High fructose intake has been implicated in obesity and metabolic syndrome, which are related to increased cardiovascular mortality. However, few studies have experimentally examined the role of renin-angiotensin system blockers and calcium channel blockers (CCB) in obesity. We investigated the effects of valsartan (an angiotensin II receptor blocker) and amlodipine (a CCB) on lipolysis through the potential mechanism of PU.1 inhibition. We observed that high fructose concentrations significantly increased adipose size and triglyceride, monoacylglycerol lipase, adipose triglyceride lipase, and stearoyl-CoA desaturase-1 (SCD1), activating transcription factor 3 and PU.1 levels in adipocytes in vitro. Subsequently, PU.1 inhibitor treatment was able to reduce triglyceride, SCD1, and PU.1 levels. In addition, elevated levels of triglyceride and PU.1, stimulated by a high fructose concentration, decreased with valsartan and amlodipine treatment. Overall, these findings suggest that high fructose concentrations cause triacylglycerol storage in adipocytes through PU.1-mediated activation. Furthermore, valsartan and amlodipine treatment reduced triacylglycerol storage in adipocytes by inhibiting PU.1 activation in high fructose concentrations in vitro.
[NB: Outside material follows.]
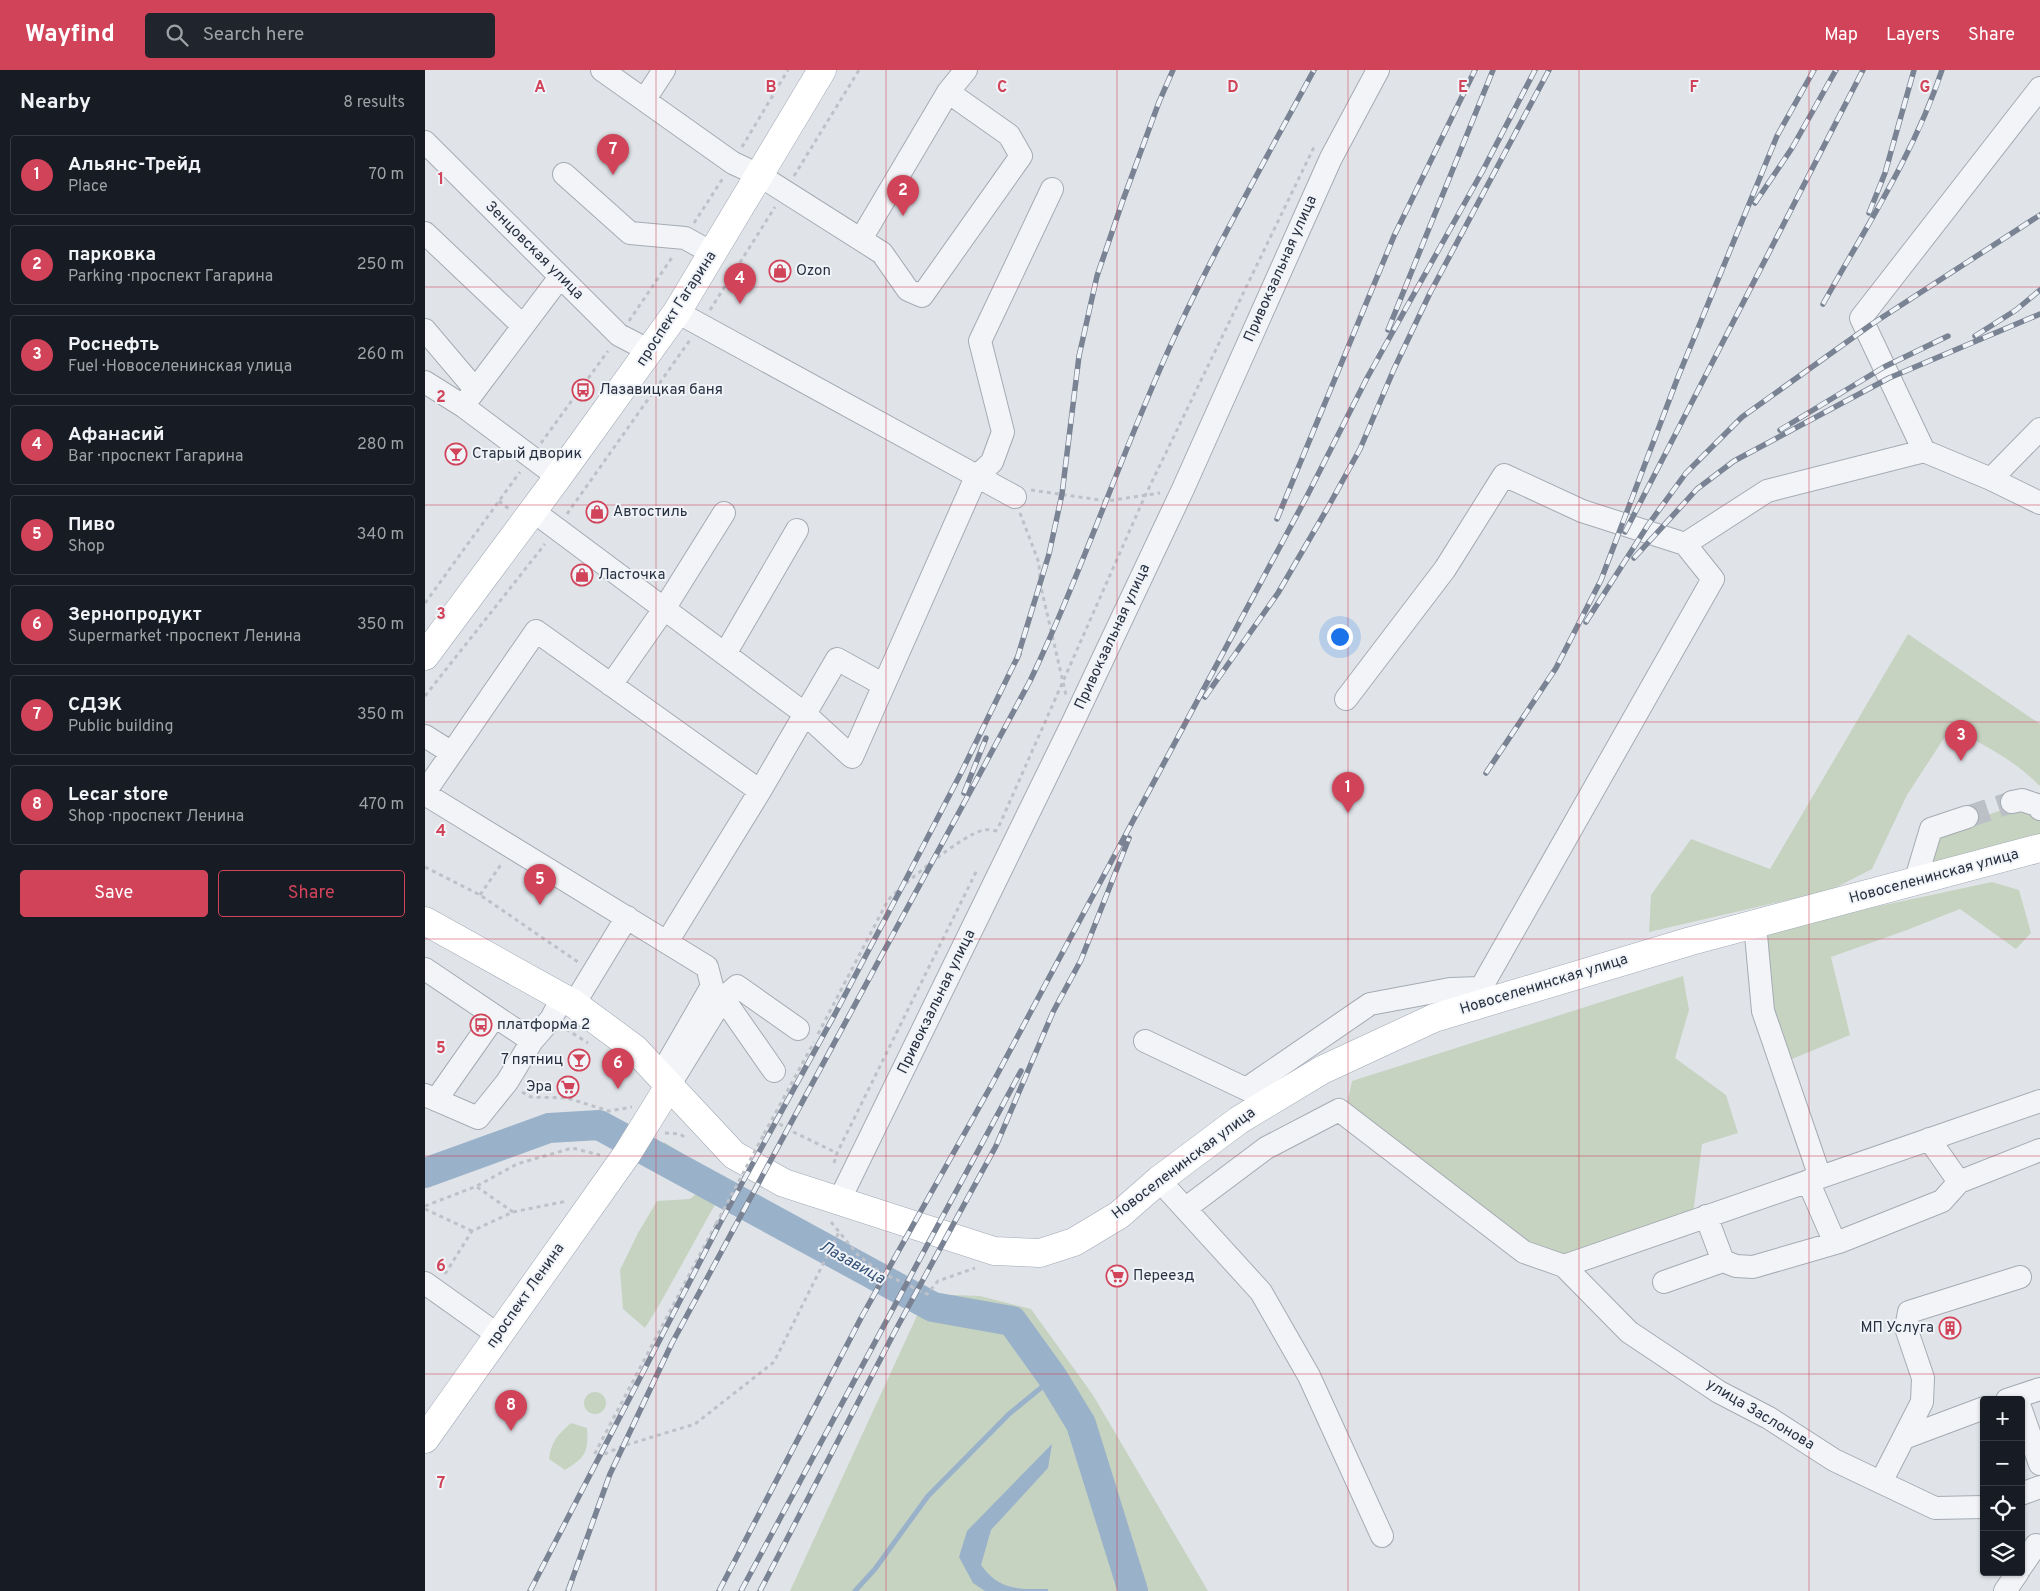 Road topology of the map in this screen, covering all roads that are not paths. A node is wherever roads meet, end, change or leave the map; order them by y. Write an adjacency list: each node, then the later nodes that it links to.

Thus, the benefits of valsartan and amlodipine in lipolysis may be through PU.1 inhibition in fructose-induced adiposity, and PU.1 inhibition might have a potential therapeutic role in lipolysis in fructose-induced obesity.

Automated summary

High fructose intake is associated with obesity and metabolic syndrome, but the blockers of renin-angiotensin system and calcium channel can reduce triacylglycerol storage in fructose-induced adiposity by inhibiting PU.1 activation.